The response should be the records below, repeated exactly, with each picture left out.

##### Excerpted data #####

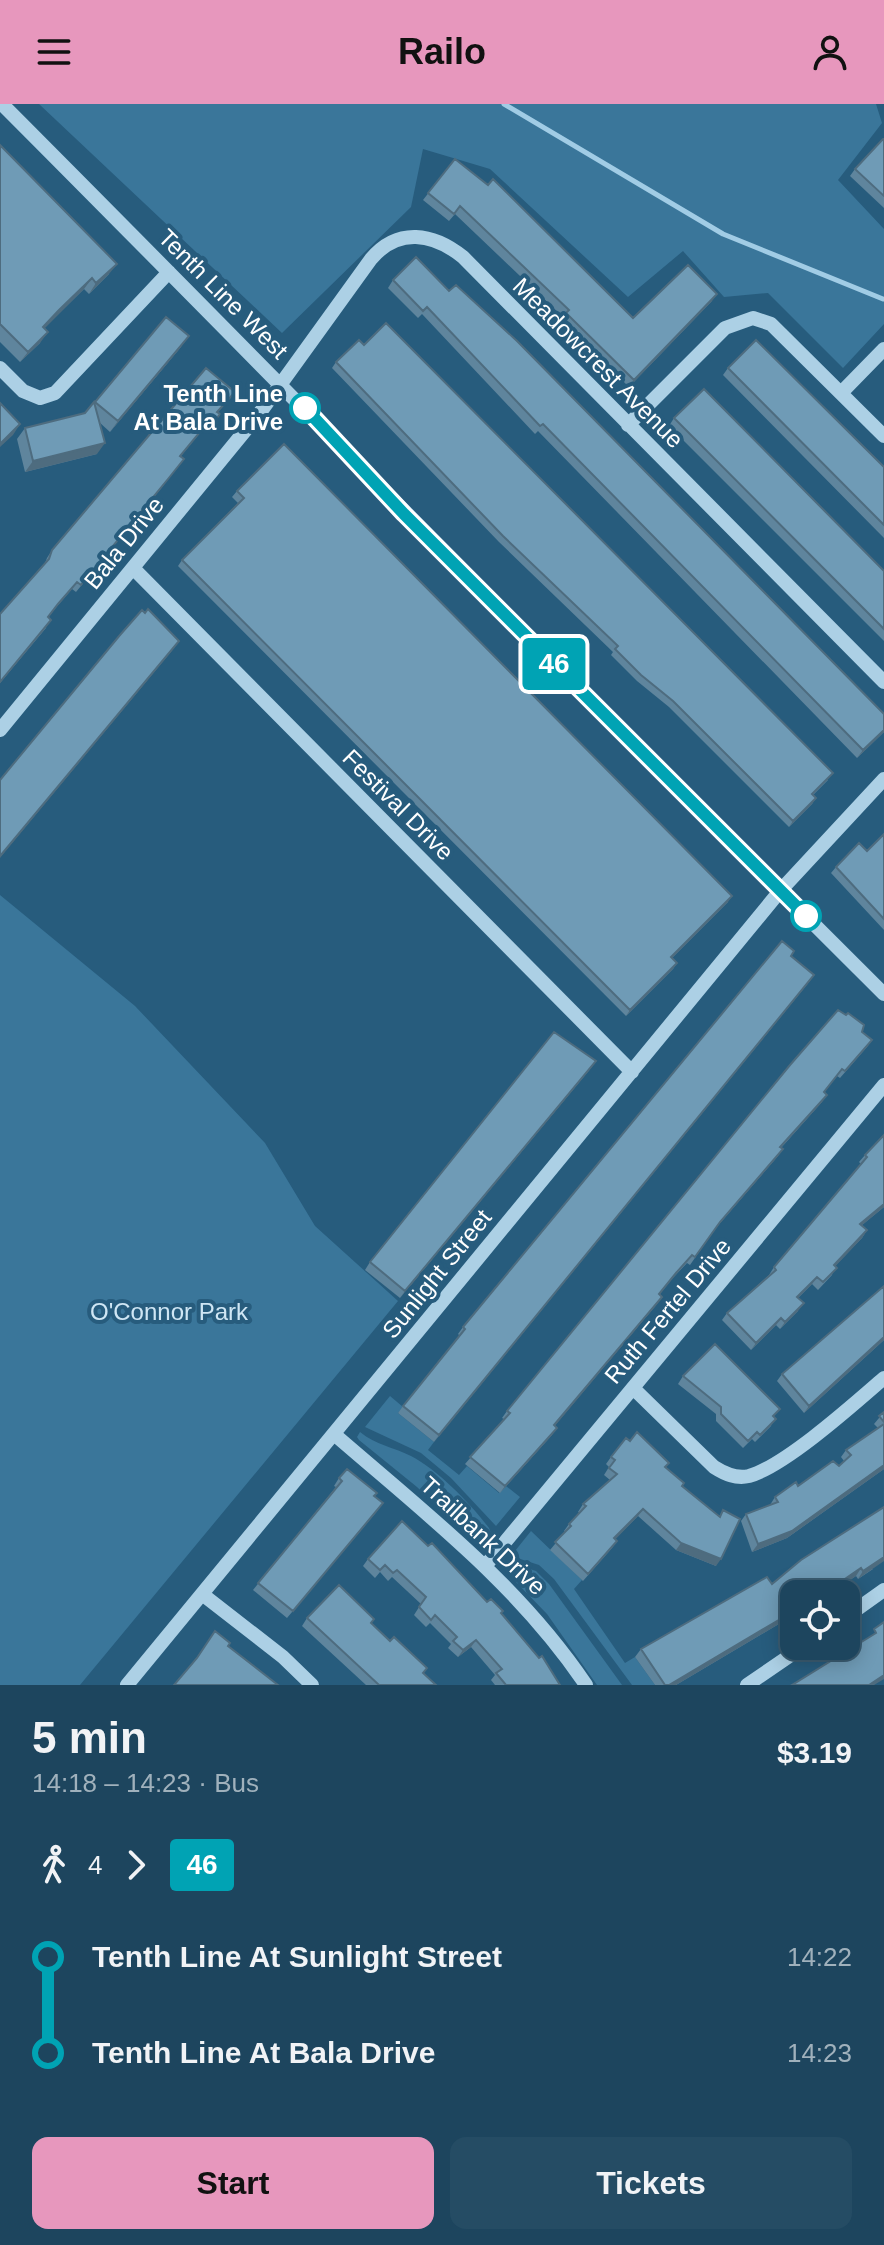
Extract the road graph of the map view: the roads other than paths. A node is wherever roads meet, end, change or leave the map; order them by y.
1 (2, 104) edge
2 (169, 272) junction
3 (884, 349) edge
4 (0, 368) edge
5 (281, 383) junction
6 (841, 393) junction
7 (628, 425) junction
8 (884, 436) edge
9 (133, 568) junction
10 (884, 682) edge
11 (0, 730) edge
12 (884, 779) edge
13 (780, 891) junction
14 (884, 994) edge
15 (632, 1072) junction
16 (884, 1085) edge
17 (884, 1378) edge
18 (633, 1388) junction
19 (334, 1434) junction
20 (486, 1565) junction
21 (884, 1590) edge
22 (202, 1594) junction
23 (860, 1607) edge
24 (784, 1660) edge
25 (127, 1685) edge
26 (312, 1685) edge
27 (586, 1685) edge
28 (747, 1685) edge

1 - 2 street, Tenth Line West
2 - 4 street
2 - 5 street, Tenth Line West
3 - 6 street
5 - 7 street, Meadowcrest Avenue
5 - 9 street, Bala Drive
5 - 13 street, Tenth Line West
6 - 7 street
6 - 8 street
7 - 10 street, Meadowcrest Avenue
9 - 11 street, Bala Drive
9 - 15 street, Festival Drive
12 - 13 street, Sunlight Street
13 - 14 street, Tenth Line West
13 - 15 street, Sunlight Street
15 - 19 street, Sunlight Street
16 - 18 street, Ruth Fertel Drive
17 - 18 street
18 - 20 street, Ruth Fertel Drive
19 - 20 street, Trailbank Drive
19 - 22 street, Sunlight Street
20 - 27 street, Trailbank Drive
21 - 23 street
22 - 25 street, Sunlight Street
22 - 26 street
24 - 28 street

#####

Expected answer:
Extract the road graph of the map view: the roads other than paths. A node is wherever roads meet, end, change or leave the map; order them by y.
1 (2, 104) edge
2 (169, 272) junction
3 (884, 349) edge
4 (0, 368) edge
5 (281, 383) junction
6 (841, 393) junction
7 (628, 425) junction
8 (884, 436) edge
9 (133, 568) junction
10 (884, 682) edge
11 (0, 730) edge
12 (884, 779) edge
13 (780, 891) junction
14 (884, 994) edge
15 (632, 1072) junction
16 (884, 1085) edge
17 (884, 1378) edge
18 (633, 1388) junction
19 (334, 1434) junction
20 (486, 1565) junction
21 (884, 1590) edge
22 (202, 1594) junction
23 (860, 1607) edge
24 (784, 1660) edge
25 (127, 1685) edge
26 (312, 1685) edge
27 (586, 1685) edge
28 (747, 1685) edge

1 - 2 street, Tenth Line West
2 - 4 street
2 - 5 street, Tenth Line West
3 - 6 street
5 - 7 street, Meadowcrest Avenue
5 - 9 street, Bala Drive
5 - 13 street, Tenth Line West
6 - 7 street
6 - 8 street
7 - 10 street, Meadowcrest Avenue
9 - 11 street, Bala Drive
9 - 15 street, Festival Drive
12 - 13 street, Sunlight Street
13 - 14 street, Tenth Line West
13 - 15 street, Sunlight Street
15 - 19 street, Sunlight Street
16 - 18 street, Ruth Fertel Drive
17 - 18 street
18 - 20 street, Ruth Fertel Drive
19 - 20 street, Trailbank Drive
19 - 22 street, Sunlight Street
20 - 27 street, Trailbank Drive
21 - 23 street
22 - 25 street, Sunlight Street
22 - 26 street
24 - 28 street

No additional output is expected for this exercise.